I saw in one problem in the book that they determine the production level by setting the derivative of the cost equal to the derivative of the revenue. (I don't know if this is the way that it always needs to be done-- I don't really understand how to find production level.)
Going on this, I know that
p(x)= r(x) - c(x)
where p=profit, r=revenue, and c= cost
which means that p(x)+ c(x) = r(x)
therefore:
250 -.01x + 100 + 25x= 350+24.99x= r(x)
But if we set c'(x)= r'(x) we get
25=24.99 which doesnt work.
Also, if we set p'(x)=0 (to maximize profit) we end up with -.01=0.... which doesn't work, again.
How should I solve this?
To solve this optimization problem, we need to find the production level that maximizes the profit.
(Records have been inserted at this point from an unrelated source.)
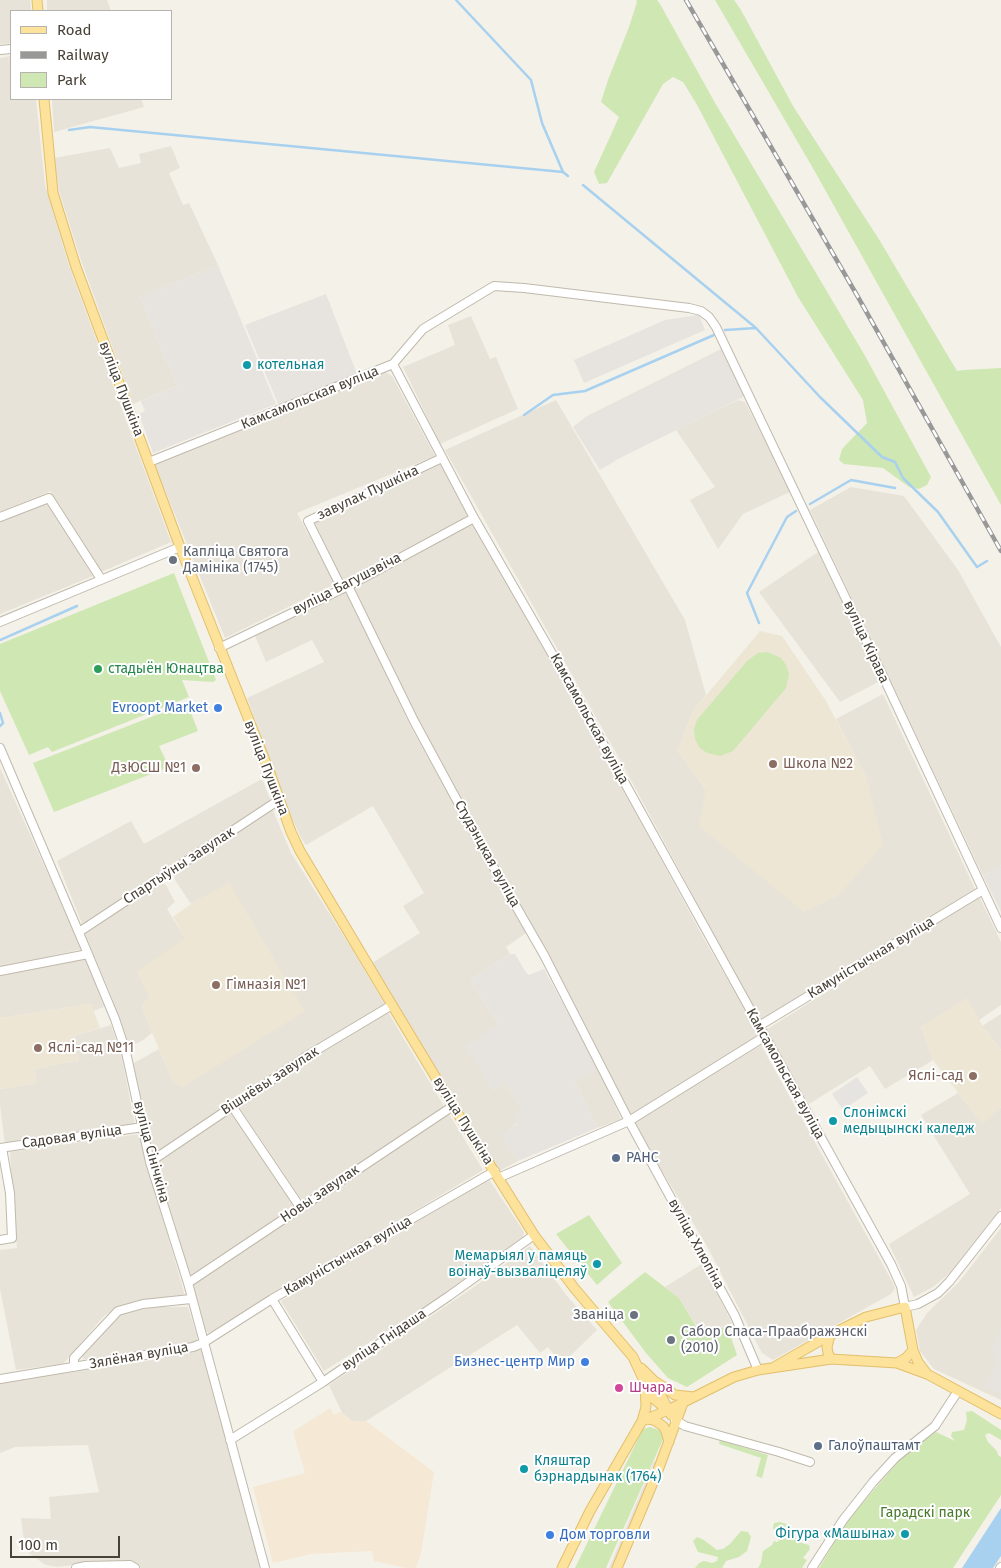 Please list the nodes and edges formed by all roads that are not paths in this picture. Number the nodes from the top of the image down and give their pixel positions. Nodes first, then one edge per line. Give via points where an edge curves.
1 (44, 100) edge
2 (394, 364) junction
3 (442, 458) junction
4 (149, 462) junction
5 (0, 516) edge
6 (474, 518) junction
7 (180, 547) junction
8 (101, 579) junction
9 (345, 587) junction
10 (0, 622) edge
11 (219, 648) junction
12 (0, 748) edge
13 (279, 800) junction
14 (983, 890) junction
15 (1001, 928) edge
16 (79, 932) junction
17 (88, 954) junction
18 (0, 971) edge
19 (392, 1005) junction
20 (759, 1026) junction
21 (764, 1037) junction
22 (232, 1106) junction
23 (453, 1106) junction
24 (629, 1121) junction
25 (143, 1127) junction
26 (1, 1148) edge
27 (150, 1162) junction
28 (497, 1175) junction
29 (300, 1207) junction
30 (1001, 1216) edge
31 (534, 1235) junction
32 (0, 1240) edge
33 (188, 1283) junction
34 (191, 1299) junction
35 (272, 1299) junction
36 (905, 1307) junction
37 (830, 1335) junction
38 (203, 1343) junction
39 (913, 1350) junction
40 (831, 1359) junction
41 (897, 1363) junction
42 (776, 1366) junction
43 (74, 1368) junction
44 (758, 1370) junction
45 (927, 1374) junction
46 (0, 1379) edge
47 (323, 1382) junction
48 (649, 1382) junction
49 (958, 1391) junction
50 (694, 1397) junction
51 (682, 1403) junction
52 (668, 1410) junction
53 (1001, 1414) edge
54 (645, 1420) junction
55 (675, 1420) junction
56 (230, 1440) junction
57 (669, 1442) junction
58 (810, 1462) dead end
59 (76, 1568) edge
60 (135, 1568) edge
61 (265, 1568) edge
62 (562, 1568) edge
63 (617, 1568) edge
64 (812, 1568) edge

1 - 4 main road, вуліца Пушкіна via 53,192 76,267
2 - 3 street, Камсамольская вуліца
2 - 4 street, Камсамольская вуліца
2 - 14 street, вуліца Кірава via 423,329 494,286 701,310 709,317
3 - 6 street, Камсамольская вуліца
3 - 9 street, завулак Пушкіна via 308,521
4 - 7 main road, вуліца Пушкіна
5 - 8 street via 49,498
6 - 9 street, вуліца Багушэвіча
6 - 20 street, Камсамольская вуліца
7 - 8 street
7 - 11 main road, вуліца Пушкіна
8 - 10 street
9 - 11 street, вуліца Багушэвіча
9 - 24 street, Студэнцкая вуліца via 414,721 544,955
11 - 13 main road, вуліца Пушкіна
12 - 16 street, вуліца Сінічкіна
13 - 16 street, Спартыўны завулак
13 - 19 main road, вуліца Пушкіна via 300,851
14 - 15 street, вуліца Кірава
14 - 20 street, Камуністычная вуліца
16 - 17 street, вуліца Сінічкіна
17 - 18 street
17 - 25 street, вуліца Сінічкіна via 126,1052
19 - 22 street, Вішнёвы завулак
19 - 23 main road, вуліца Пушкіна
20 - 21 street, Камсамольская вуліца
21 - 24 street, Камуністычная вуліца
21 - 36 street, Камсамольская вуліца via 891,1264 901,1286
22 - 27 street, Вішнёвы завулак
22 - 29 street
23 - 28 main road, вуліца Пушкіна
23 - 29 street, Новы завулак
24 - 28 street, Камуністычная вуліца
24 - 44 street, вуліца Хлюпіна via 735,1316
25 - 26 street, Садовая вуліца
25 - 27 street, вуліца Сінічкіна
26 - 32 street, Садовая вуліца via 10,1193 12,1238
27 - 33 street, вуліца Сінічкіна
28 - 31 main road, вуліца Пушкіна
28 - 35 street, Камуністычная вуліца
29 - 33 street, Новы завулак
30 - 36 street via 938,1293
31 - 47 street, вуліца Гнідаша
31 - 48 main road, вуліца Пушкіна via 624,1345
33 - 34 street, вуліца Сінічкіна
34 - 38 street, вуліца Сінічкіна
34 - 43 street, Зялёная вуліца via 142,1304 118,1311 74,1358
35 - 38 street, Камуністычная вуліца
35 - 47 street
36 - 37 main road via 866,1318
36 - 39 main road
37 - 40 main road via 827,1347
37 - 42 main road
38 - 43 street, Зялёная вуліца
38 - 56 street, вуліца Сінічкіна
39 - 41 main road
39 - 45 main road
40 - 41 main road
40 - 42 main road
41 - 45 main road
42 - 44 main road
43 - 46 street, Зялёная вуліца
44 - 50 main road via 734,1377
45 - 49 main road
47 - 56 street, вуліца Гнідаша
48 - 50 main road via 675,1395
48 - 52 main road via 653,1398
48 - 54 main road, вуліца Пушкіна
49 - 53 main road
49 - 64 street via 935,1426 895,1458 873,1482
50 - 51 main road
51 - 52 main road
51 - 55 main road
52 - 54 main road
52 - 55 main road
54 - 57 main road via 654,1420 663,1426
54 - 62 main road via 590,1511
55 - 57 main road
55 - 58 street via 685,1426
56 - 61 street, вуліца Сінічкіна
57 - 63 main road
59 - 60 street via 130,1565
Let's go through the steps to find the solution.
Step 1: Define the variables:
- x: the number of gadgets produced
- p(x): the price per gadget (revenue)
- c(x): the cost of producing x gadgets
- p(x) - c(x): the profit
Step 2: Write the equations:
Given that the price per gadget is given by p(x) = 250 - 0.01x dollars apiece and the cost of producing x gadgets is c(x) = 100 + 25x dollars, we can calculate the profit function as:
profit = p(x) - c(x)
= (250 - 0.01x) - (100 + 25x)
= 150 - 25.01x
Step 3: Find the derivative of the profit function:
To optimize the profit, we need to find the production level where the derivative of the profit function is zero. Let's find the derivative of the profit function:
profit' = -25.01
Step 4: Set the derivative equal to zero:
To find the production level that maximizes the profit, we set the derivative of the profit function equal to zero:
-25.01 = 0
Step 5: Solve for the production level:
From the equation -25.01 = 0, we see that this equation has no solution. Therefore, the derivative of the profit function does not equal zero, which means there is no maximum profit point.
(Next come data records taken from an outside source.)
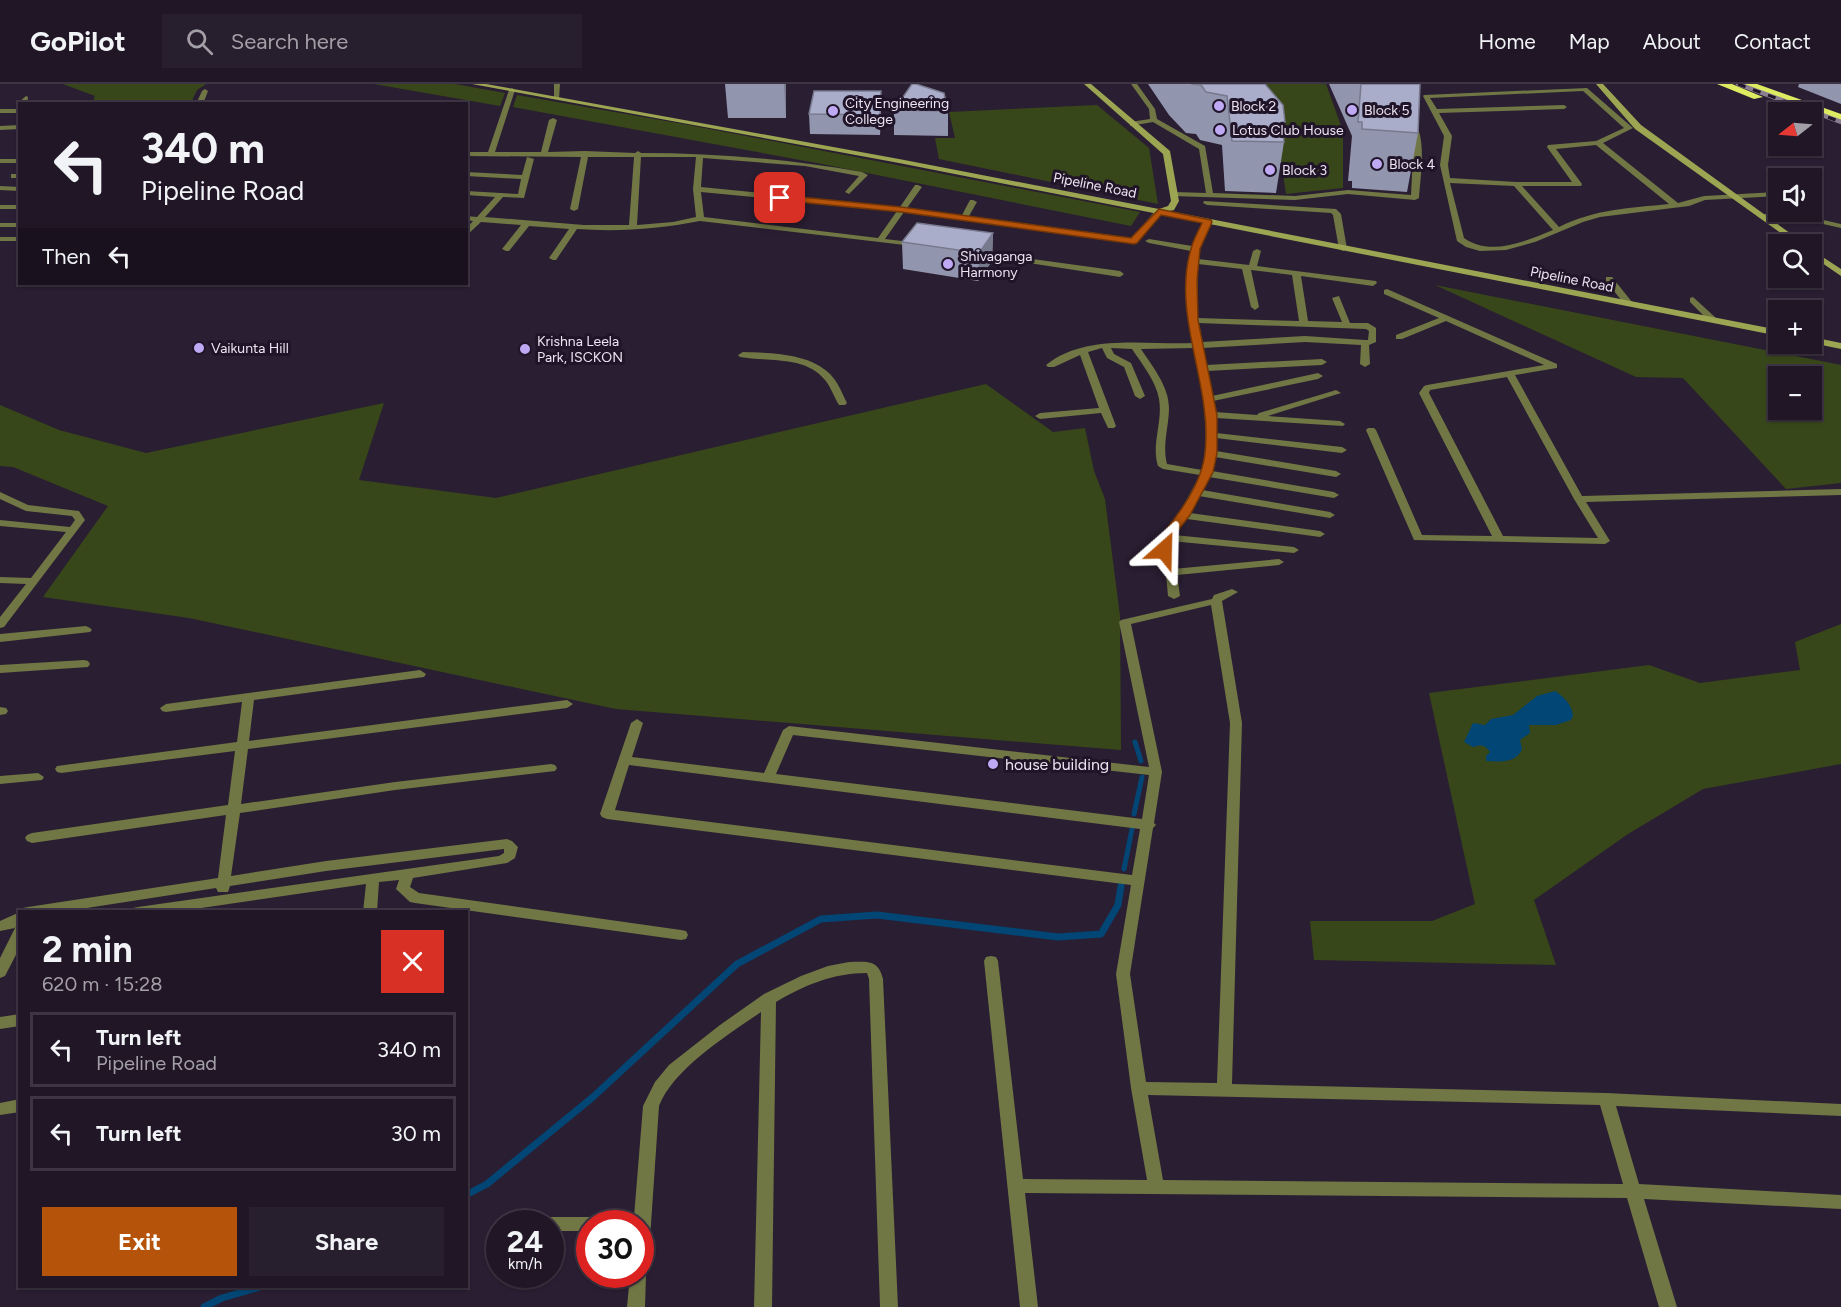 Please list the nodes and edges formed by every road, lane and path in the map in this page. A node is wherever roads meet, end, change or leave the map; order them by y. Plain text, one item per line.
1 (475, 84) edge
2 (558, 84) edge
3 (1087, 84) edge
4 (1134, 84) edge
5 (1599, 84) edge
6 (1722, 84) edge
7 (1747, 84) edge
8 (512, 90) junction
9 (205, 91) dead end
10 (557, 98) junction
11 (200, 102) edge
12 (1772, 102) edge
13 (1564, 107) dead end
14 (0, 111) edge
15 (16, 111) edge
16 (1406, 111) edge
17 (1435, 111) junction
18 (1841, 118) edge
19 (553, 120) dead end
20 (1154, 120) junction
21 (1822, 121) edge
22 (1133, 124) junction
23 (18, 127) edge
24 (0, 128) edge
25 (1841, 128) edge
26 (1598, 143) junction
27 (585, 153) junction
28 (638, 153) junction
29 (468, 154) edge
30 (491, 154) junction
31 (544, 154) junction
32 (700, 155) junction
33 (530, 159) dead end
34 (0, 161) edge
35 (18, 161) edge
36 (468, 174) edge
37 (526, 177) junction
38 (1446, 180) junction
39 (1516, 184) junction
40 (918, 187) dead end
41 (0, 188) edge
42 (18, 189) edge
43 (697, 189) junction
44 (849, 192) dead end
45 (468, 193) edge
46 (1768, 194) edge
47 (501, 195) junction
48 (1210, 195) junction
49 (1734, 196) junction
50 (1175, 197) junction
51 (973, 202) dead end
52 (1676, 206) junction
53 (0, 207) edge
54 (18, 207) edge
55 (574, 209) dead end
56 (901, 209) junction
57 (1159, 212) junction
58 (1761, 216) junction
59 (468, 218) edge
60 (964, 218) junction
61 (482, 219) junction
62 (700, 219) junction
63 (528, 222) junction
64 (1207, 222) junction
65 (0, 225) edge
66 (18, 225) edge
67 (576, 225) junction
68 (1841, 226) edge
69 (633, 228) junction
70 (1558, 231) junction
71 (468, 232) edge
72 (1787, 234) edge
73 (0, 239) edge
74 (18, 239) edge
75 (880, 240) junction
76 (1149, 241) dead end
77 (927, 246) edge
78 (506, 249) dead end
79 (1195, 249) junction
80 (1343, 249) junction
81 (962, 251) edge
82 (1257, 251) dead end
83 (553, 258) dead end
84 (1822, 259) edge
85 (1193, 261) junction
86 (1249, 268) junction
87 (1296, 273) junction
88 (1841, 273) edge
89 (1120, 274) dead end
90 (1609, 279) dead end
91 (1373, 283) dead end
92 (1387, 291) dead end
93 (1336, 298) dead end
94 (1693, 300) dead end
95 (1629, 304) junction
96 (1256, 308) dead end
97 (1447, 318) junction
98 (1193, 320) junction
99 (1713, 320) junction
100 (1304, 323) junction
101 (1347, 325) junction
102 (1768, 331) edge
103 (1399, 337) dead end
104 (1822, 342) edge
105 (1365, 343) junction
106 (1197, 344) junction
107 (1105, 345) junction
108 (1135, 346) junction
109 (1841, 346) edge
110 (1083, 350) junction
111 (743, 355) dead end
112 (1322, 362) dead end
113 (1365, 364) dead end
114 (1051, 365) dead end
115 (1203, 368) junction
116 (1510, 374) junction
117 (1318, 376) dead end
118 (1336, 393) dead end
119 (1140, 396) dead end
120 (1209, 399) junction
121 (842, 403) dead end
122 (1105, 410) junction
123 (1211, 415) junction
124 (1040, 416) dead end
125 (1252, 417) junction
126 (1340, 424) dead end
127 (1111, 426) dead end
128 (1371, 430) dead end
129 (1212, 435) junction
130 (1342, 450) dead end
131 (1211, 453) junction
132 (1207, 472) junction
133 (1336, 474) dead end
134 (1196, 492) junction
135 (1841, 492) edge
136 (0, 495) edge
137 (1334, 495) dead end
138 (1579, 499) junction
139 (1184, 515) junction
140 (1330, 515) dead end
141 (0, 523) edge
142 (73, 530) junction
143 (1320, 534) dead end
144 (1166, 537) junction
145 (1499, 539) junction
146 (1294, 550) dead end
147 (1279, 562) dead end
148 (1171, 572) junction
149 (0, 580) edge
150 (34, 581) junction
151 (1233, 592) dead end
152 (1174, 596) dead end
153 (1216, 601) junction
154 (0, 625) edge
155 (86, 630) dead end
156 (0, 638) edge
157 (84, 664) dead end
158 (0, 669) edge
159 (420, 674) dead end
160 (249, 696) junction
161 (567, 704) dead end
162 (166, 708) dead end
163 (637, 723) dead end
164 (243, 745) junction
165 (624, 760) junction
166 (550, 768) dead end
167 (61, 769) dead end
168 (1156, 772) junction
169 (38, 777) dead end
170 (768, 778) junction
171 (0, 780) edge
172 (234, 811) junction
173 (1149, 825) junction
174 (32, 838) dead end
175 (408, 873) junction
176 (373, 877) junction
177 (224, 880) junction
178 (1139, 881) junction
179 (221, 899) junction
180 (40, 910) edge
181 (151, 910) edge
182 (370, 910) edge
183 (14, 925) edge
184 (681, 935) dead end
185 (991, 961) dead end
186 (0, 972) edge
187 (769, 998) junction
188 (18, 1020) edge
189 (0, 1023) edge
190 (1139, 1088) junction
191 (1224, 1090) junction
192 (1606, 1099) junction
193 (18, 1105) edge
194 (0, 1109) edge
195 (1841, 1110) edge
196 (1016, 1185) junction
197 (1156, 1187) junction
198 (1634, 1191) junction
199 (1841, 1202) edge
200 (644, 1210) edge
201 (637, 1288) edge
202 (636, 1307) edge
203 (763, 1307) edge
204 (889, 1307) edge
205 (1029, 1307) edge
206 (1668, 1307) edge

1 - 8 street, Pipeline Road
2 - 10 street
3 - 22 street
4 - 20 street
5 - 49 street
6 - 12 highway
7 - 18 highway
8 - 10 street, Pipeline Road
8 - 30 street
9 - 11 street
10 - 57 street, Pipeline Road
13 - 17 street
14 - 15 street
16 - 48 street
17 - 26 street
17 - 38 street
19 - 31 street
20 - 22 street
20 - 48 street
21 - 25 highway
22 - 50 street
23 - 24 street
26 - 39 street
26 - 52 street
27 - 28 street
27 - 31 street
27 - 55 street
28 - 32 street
28 - 69 street
29 - 30 street
30 - 31 street
32 - 43 street
32 - 44 street
33 - 37 street
34 - 35 street
36 - 37 street
37 - 47 street
38 - 39 street
38 - 70 street
39 - 70 street
40 - 56 street
41 - 42 street
43 - 56 street
43 - 62 street
45 - 47 street
46 - 49 street
47 - 61 street
48 - 50 street
49 - 52 street
49 - 58 street
50 - 57 street
50 - 80 street
51 - 60 street
52 - 70 street
53 - 54 street
56 - 60 street
56 - 75 street
57 - 60 street
57 - 64 street, Pipeline Road
58 - 68 street
58 - 72 street
59 - 61 street
61 - 63 street
61 - 71 street
62 - 69 street
62 - 75 street
63 - 67 street
63 - 78 street
64 - 79 street
64 - 80 street, Pipeline Road
65 - 66 street
67 - 69 street
67 - 83 street
73 - 74 street
75 - 77 street
76 - 79 street
79 - 85 street
80 - 95 street, Pipeline Road
81 - 89 street
82 - 86 street
84 - 88 street
85 - 86 street
85 - 98 street
86 - 87 street
86 - 96 street
87 - 91 street
87 - 100 street
90 - 95 street
92 - 97 street
93 - 101 street
94 - 99 street
95 - 99 street, Pipeline Road
97 - 103 street
97 - 116 street
98 - 100 street
98 - 106 street
99 - 102 street, Pipeline Road
100 - 101 street
101 - 105 street
104 - 109 street
105 - 106 street
105 - 113 street
106 - 108 street
106 - 115 street
107 - 108 street
107 - 110 street
107 - 119 street
108 - 132 street
110 - 114 street
110 - 122 street
111 - 121 street
112 - 115 street
115 - 120 street
116 - 138 street
116 - 145 street
117 - 120 street
118 - 125 street
120 - 123 street
122 - 124 street
122 - 127 street
123 - 125 street
123 - 129 street
125 - 126 street
128 - 145 street
129 - 130 street
129 - 131 street
131 - 132 street
131 - 133 street
132 - 134 street
132 - 137 street
134 - 139 street
134 - 140 street
135 - 138 street
136 - 142 street
138 - 145 street
139 - 143 street
139 - 144 street
141 - 142 street
142 - 150 street
144 - 146 street
144 - 148 street
147 - 148 street
148 - 152 street
149 - 150 street
150 - 154 street
151 - 153 street
153 - 168 street
153 - 191 street
155 - 156 street
157 - 158 street
159 - 160 street
160 - 162 street
160 - 164 street
161 - 164 street
163 - 165 street
164 - 167 street
164 - 172 street
165 - 170 street
165 - 178 street
166 - 172 street
168 - 170 street
168 - 173 street
169 - 171 street
170 - 173 street
172 - 174 street
172 - 177 street
173 - 178 street
175 - 176 street
175 - 177 street
175 - 184 street
176 - 179 street
176 - 182 street
177 - 179 street
177 - 180 street
178 - 190 street
179 - 181 street
183 - 186 street
185 - 196 street
187 - 200 street
187 - 203 street
187 - 204 street
188 - 189 street
190 - 191 street
190 - 197 street
191 - 192 street
192 - 195 street
192 - 198 street
193 - 194 street
196 - 197 street
196 - 205 street
197 - 198 street
198 - 199 street
198 - 206 street
201 - 202 street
Step 6: Analyze the limits:
Since we were not able to solve for the production level that maximizes profit using the derivative, we need to analyze the limits. As x approaches infinity, the cost of production (c(x)) increases faster than the revenue (p(x)), resulting in a diminishing marginal profit. As x approaches zero, the cost is constant (100), and the revenue increases (250), resulting in an increasing marginal profit. However, since the cost of production is always positive (100 + 25x), the profit will never be able to exceed the initial revenue of 250. Therefore, the maximum profit occurs when all gadgets are produced and sold.
To find the cost per gadget at this maximum profit point, substitute the production level (x = all gadgets) into the cost function c(x) = 100 + 25x:
cost per gadget = c(x)/x = (100 + 25x)/x
In this case, the cost per gadget would be (100 + 25 * total gadgets)/(total gadgets).
In summary, the production level required to maximize profit is to produce and sell all gadgets. The cost per gadget at this maximum profit point would be equal to (100 + 25 * total gadgets)/(total gadgets).